As of 2016, the share of non-domestic revenue had increased to 30.2% since 2004, an increase of 46%, with average cash balances increasing 16.5% to $8.8 billion. Financials, tech, healthcare, and the energy sectors still led the averages in non-domestic revenue and cash.

GeoRev %s and Cash in 2016

  COMPANY SYMBOL UNITED STATES 2016 REV % EUROPE 2016 REV % ASIA 2016 REV % 2016 EX U.S REVENUE % 2016 CASH POSITION 
Average   69.8% 11.4 10.9% 30.2% $8,831.3
  10 Energy Average 74.9% 7.9 6.4% 25.7% $6,295.9
  15 Materials Average 53.7% 17.5 14.7% 46.5% $2,000.2
  20 Industrials Average 67.0% 12.3 10.4% 33.6% $3,631.6
  25 Consumer Discretionary Average 72.4% 12.1 8.8% 27.6% $3,154.5
  30 Consumer Staples Average 66.5% 12.8 9.2% 33.3% $5,004.5
  35 Health Care Average 67.2% 15.7 10.9% 33.2% $6,197.2
  40 Financials Average 78.9% 8.0 5.4% 18.3% $30,746.1
  45 Information Technology Average 45.8% 16.3 29.9% 54.9% $13,119.6
  50 Telecommunication Services Average 97.7% 0.3 0.4% 3.0% $4,293.7
  55 Utilities Average 95.5% 1.2 0.2% 5.2% $3,649.0
  60 Real Estate Average 91.6% 3.0 2.3% 9.0% $1,235.2

While history does not always repeat itself, using the 2004 tax holiday as an indicator of potential outcomes provides some insight for the possible ramifications of the planned tax overhaul plan.
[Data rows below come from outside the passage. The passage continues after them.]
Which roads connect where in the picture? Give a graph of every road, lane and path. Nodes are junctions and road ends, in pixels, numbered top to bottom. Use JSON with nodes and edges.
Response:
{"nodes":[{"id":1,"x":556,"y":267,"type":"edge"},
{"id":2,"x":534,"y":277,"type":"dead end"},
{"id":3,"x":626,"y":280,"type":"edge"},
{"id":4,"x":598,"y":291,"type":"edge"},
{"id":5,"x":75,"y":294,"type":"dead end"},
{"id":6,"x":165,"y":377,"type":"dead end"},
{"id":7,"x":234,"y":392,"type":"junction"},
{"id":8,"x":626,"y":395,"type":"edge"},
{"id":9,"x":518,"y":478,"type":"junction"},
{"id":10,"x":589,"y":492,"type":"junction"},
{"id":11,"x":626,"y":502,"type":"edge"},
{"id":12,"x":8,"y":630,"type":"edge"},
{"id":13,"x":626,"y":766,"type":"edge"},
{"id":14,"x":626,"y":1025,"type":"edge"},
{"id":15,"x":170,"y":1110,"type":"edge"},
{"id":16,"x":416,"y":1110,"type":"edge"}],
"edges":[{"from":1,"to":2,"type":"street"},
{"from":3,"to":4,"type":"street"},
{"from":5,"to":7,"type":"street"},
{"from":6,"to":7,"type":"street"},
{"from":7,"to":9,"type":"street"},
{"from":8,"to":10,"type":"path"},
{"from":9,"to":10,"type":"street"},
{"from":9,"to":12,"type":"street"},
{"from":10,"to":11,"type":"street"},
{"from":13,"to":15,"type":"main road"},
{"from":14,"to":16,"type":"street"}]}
Based on the estimated $2.5 trillion worth of cash stored overseas, we can assume that there will be significantly more cash distributed this time around. With the bill potentially ending up on President Trump’s desk before the end of the year, the resulting shareholder distributions could be right around the corner.